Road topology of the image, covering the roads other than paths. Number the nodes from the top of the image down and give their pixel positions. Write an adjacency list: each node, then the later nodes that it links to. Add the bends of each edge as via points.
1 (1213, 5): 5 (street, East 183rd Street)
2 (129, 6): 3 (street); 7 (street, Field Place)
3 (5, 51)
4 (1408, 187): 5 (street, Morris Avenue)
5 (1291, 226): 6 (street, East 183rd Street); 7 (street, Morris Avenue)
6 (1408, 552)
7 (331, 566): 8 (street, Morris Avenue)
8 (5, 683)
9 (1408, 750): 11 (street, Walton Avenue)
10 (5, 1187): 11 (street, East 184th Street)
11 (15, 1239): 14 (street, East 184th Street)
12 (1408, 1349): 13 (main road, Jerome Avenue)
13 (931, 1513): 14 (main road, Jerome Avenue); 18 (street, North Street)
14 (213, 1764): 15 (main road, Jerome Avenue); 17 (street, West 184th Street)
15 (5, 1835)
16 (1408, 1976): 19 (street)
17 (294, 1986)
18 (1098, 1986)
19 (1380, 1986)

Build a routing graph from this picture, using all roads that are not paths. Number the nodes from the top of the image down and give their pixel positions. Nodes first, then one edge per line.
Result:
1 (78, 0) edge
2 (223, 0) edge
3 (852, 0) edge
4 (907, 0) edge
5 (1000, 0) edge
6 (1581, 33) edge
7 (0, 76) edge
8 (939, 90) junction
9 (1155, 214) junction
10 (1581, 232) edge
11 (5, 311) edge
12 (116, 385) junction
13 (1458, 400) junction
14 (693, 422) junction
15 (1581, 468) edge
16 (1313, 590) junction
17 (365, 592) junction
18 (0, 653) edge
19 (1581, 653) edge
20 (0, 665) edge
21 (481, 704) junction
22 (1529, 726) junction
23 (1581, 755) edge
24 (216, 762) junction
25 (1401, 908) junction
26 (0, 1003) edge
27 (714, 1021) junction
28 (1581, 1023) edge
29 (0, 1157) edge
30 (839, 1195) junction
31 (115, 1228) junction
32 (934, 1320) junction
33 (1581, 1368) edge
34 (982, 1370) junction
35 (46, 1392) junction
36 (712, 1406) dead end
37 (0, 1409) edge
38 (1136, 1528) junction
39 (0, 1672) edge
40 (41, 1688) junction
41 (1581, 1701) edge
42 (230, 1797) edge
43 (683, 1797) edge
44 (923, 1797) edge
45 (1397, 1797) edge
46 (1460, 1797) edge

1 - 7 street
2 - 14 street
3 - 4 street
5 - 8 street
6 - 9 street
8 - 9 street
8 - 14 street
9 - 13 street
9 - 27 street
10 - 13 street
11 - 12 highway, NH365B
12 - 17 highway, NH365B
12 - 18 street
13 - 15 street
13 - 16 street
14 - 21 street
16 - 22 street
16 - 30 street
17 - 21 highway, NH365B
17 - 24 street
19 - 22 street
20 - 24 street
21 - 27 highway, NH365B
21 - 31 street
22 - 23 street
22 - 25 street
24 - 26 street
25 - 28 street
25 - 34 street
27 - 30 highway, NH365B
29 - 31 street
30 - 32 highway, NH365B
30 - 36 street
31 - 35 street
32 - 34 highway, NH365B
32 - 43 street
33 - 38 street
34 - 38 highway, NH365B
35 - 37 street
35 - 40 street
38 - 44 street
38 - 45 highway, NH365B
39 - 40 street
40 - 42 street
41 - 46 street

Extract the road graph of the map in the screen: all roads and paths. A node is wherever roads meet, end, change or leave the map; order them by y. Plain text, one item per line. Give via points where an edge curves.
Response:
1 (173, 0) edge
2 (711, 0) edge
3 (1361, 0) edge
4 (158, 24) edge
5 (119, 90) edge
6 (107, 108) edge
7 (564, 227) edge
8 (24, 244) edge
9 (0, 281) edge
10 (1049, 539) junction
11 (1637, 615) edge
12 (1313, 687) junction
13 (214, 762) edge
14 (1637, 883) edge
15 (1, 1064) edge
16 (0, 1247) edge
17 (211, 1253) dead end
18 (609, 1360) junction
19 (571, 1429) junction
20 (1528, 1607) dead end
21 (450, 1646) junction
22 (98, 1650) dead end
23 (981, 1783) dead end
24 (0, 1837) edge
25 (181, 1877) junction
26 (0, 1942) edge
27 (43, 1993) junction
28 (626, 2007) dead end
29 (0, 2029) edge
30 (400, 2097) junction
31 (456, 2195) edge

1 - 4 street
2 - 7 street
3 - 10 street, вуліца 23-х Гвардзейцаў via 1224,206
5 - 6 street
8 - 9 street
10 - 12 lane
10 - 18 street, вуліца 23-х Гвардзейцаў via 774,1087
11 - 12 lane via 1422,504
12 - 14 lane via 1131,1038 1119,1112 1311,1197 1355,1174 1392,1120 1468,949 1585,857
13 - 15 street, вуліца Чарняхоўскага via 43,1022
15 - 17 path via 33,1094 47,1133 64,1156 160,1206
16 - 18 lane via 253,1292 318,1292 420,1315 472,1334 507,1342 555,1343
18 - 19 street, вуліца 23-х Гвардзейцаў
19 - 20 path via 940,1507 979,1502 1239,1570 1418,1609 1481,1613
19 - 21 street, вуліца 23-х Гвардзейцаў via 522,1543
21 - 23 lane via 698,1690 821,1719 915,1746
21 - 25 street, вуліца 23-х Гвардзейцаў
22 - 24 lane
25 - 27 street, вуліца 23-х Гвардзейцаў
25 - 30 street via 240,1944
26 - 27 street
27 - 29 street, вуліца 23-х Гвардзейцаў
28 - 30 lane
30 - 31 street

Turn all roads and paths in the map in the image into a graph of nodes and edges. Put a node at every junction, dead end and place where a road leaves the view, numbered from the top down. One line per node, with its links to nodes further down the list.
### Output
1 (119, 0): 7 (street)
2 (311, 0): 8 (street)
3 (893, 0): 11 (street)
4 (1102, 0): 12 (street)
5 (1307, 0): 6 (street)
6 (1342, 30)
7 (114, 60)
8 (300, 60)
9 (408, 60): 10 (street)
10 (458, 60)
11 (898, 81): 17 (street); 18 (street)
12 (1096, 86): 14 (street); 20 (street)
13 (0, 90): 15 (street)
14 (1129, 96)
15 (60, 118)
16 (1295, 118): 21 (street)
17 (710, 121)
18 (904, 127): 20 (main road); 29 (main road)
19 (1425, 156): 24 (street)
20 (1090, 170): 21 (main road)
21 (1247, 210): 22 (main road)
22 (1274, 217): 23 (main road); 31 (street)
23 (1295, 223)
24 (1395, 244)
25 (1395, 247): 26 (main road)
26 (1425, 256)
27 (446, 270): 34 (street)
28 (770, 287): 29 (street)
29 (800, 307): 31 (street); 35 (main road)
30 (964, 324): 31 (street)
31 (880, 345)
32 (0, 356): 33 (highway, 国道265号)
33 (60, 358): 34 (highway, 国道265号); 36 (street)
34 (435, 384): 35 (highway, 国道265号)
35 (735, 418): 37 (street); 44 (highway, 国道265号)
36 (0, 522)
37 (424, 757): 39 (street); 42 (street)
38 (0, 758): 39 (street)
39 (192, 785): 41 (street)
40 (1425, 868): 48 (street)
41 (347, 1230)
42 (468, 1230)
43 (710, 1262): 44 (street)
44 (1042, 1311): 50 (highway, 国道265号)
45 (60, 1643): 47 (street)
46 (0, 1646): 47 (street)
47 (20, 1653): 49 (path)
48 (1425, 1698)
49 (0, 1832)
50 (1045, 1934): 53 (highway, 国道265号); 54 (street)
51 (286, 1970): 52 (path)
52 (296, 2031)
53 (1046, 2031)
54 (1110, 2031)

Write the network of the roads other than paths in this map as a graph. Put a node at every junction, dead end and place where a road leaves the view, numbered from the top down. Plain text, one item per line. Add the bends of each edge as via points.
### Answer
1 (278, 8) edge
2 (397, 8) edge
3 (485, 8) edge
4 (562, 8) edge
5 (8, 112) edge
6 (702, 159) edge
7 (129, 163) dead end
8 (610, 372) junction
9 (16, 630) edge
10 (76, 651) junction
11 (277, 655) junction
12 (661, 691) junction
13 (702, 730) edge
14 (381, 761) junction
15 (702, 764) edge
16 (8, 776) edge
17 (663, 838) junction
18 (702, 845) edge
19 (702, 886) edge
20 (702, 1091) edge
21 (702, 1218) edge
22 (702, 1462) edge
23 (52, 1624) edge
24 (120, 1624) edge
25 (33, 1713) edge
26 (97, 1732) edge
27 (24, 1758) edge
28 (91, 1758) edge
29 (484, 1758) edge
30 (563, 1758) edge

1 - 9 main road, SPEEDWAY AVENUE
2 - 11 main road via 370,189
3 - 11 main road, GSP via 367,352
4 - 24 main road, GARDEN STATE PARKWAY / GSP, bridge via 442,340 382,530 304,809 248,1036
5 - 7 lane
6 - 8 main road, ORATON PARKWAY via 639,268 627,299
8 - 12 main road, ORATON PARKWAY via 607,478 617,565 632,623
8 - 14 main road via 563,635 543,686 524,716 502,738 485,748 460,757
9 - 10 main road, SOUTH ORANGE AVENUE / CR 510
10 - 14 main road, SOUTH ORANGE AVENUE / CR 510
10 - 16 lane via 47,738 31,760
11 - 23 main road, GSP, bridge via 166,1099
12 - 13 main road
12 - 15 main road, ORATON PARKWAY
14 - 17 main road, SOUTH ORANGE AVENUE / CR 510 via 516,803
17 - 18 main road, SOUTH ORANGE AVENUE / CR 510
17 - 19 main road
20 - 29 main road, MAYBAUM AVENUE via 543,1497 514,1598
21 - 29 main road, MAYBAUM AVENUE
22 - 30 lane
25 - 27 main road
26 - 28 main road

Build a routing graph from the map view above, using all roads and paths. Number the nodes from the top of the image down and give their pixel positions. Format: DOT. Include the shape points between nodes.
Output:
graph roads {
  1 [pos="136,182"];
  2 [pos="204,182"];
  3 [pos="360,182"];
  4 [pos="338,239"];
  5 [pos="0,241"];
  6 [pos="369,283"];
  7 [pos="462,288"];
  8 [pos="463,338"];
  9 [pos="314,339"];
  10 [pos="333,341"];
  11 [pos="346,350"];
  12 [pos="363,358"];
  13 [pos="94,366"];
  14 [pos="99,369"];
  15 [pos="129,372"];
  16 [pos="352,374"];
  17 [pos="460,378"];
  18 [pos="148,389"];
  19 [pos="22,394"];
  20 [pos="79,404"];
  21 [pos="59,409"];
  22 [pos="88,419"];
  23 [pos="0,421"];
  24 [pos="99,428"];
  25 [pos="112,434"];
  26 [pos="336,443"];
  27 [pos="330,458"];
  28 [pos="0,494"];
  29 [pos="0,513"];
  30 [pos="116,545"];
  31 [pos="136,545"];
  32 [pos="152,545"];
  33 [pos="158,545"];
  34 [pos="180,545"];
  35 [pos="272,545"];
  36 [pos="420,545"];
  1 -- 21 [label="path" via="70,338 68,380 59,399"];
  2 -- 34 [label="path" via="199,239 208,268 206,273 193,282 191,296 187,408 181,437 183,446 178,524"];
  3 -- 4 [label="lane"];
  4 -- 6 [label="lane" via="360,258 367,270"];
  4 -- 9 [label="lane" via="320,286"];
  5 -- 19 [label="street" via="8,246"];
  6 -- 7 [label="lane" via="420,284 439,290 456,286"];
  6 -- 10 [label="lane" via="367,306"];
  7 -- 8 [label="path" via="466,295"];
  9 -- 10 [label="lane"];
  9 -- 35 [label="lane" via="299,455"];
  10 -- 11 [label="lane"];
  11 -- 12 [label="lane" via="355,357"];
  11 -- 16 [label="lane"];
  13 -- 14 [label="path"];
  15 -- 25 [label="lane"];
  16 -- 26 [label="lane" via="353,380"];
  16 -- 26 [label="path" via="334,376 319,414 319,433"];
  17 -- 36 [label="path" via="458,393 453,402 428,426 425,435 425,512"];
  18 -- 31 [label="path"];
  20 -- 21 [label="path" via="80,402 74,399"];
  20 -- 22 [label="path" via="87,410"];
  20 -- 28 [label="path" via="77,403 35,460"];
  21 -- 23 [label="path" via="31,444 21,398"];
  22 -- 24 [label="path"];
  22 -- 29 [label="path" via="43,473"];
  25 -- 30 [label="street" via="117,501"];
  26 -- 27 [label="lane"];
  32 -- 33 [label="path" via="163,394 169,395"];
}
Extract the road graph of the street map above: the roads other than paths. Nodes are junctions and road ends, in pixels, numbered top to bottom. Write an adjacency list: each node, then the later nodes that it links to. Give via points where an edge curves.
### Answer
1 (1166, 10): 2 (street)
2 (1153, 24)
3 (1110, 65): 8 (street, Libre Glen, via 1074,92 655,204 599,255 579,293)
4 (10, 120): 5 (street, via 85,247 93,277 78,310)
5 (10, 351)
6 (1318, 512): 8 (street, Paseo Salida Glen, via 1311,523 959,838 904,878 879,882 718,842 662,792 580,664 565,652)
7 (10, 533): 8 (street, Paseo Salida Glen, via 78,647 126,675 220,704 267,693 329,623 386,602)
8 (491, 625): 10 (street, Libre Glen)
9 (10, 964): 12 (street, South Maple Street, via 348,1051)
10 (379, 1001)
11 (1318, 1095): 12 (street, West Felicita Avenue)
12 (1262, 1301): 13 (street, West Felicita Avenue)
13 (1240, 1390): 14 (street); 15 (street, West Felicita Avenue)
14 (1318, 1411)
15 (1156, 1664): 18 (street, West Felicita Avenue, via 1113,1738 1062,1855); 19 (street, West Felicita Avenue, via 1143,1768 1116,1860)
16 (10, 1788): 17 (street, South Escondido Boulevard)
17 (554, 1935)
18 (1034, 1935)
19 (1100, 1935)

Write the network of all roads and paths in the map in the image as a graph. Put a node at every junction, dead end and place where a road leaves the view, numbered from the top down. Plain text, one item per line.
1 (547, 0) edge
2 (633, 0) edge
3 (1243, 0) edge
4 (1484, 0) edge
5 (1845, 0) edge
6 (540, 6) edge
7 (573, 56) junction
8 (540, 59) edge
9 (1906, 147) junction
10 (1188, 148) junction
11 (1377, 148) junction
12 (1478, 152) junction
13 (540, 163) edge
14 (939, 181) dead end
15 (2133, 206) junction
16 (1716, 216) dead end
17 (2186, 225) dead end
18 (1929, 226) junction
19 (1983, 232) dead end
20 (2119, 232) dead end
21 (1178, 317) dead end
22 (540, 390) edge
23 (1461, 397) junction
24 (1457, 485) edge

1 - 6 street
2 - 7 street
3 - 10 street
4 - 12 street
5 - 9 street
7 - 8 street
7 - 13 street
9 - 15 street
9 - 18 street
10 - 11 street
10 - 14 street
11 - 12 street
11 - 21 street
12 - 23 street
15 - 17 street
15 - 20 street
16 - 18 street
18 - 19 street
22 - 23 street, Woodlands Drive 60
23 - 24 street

Task statement —
Could you copy each line of the material that holds "above"?

Response to the task —
Build a routing graph from the map view above, using all roads and paths. Number the nodes from the top of the image down and give their pixel positions. Format: DOT. Include the shape points between nodes.
Extract the road graph of the street map above: the roads other than paths. Nodes are junctions and road ends, in pixels, numbered top to bottom. Write an adjacency list: each node, then the later nodes that it links to. Give via points where an edge curves.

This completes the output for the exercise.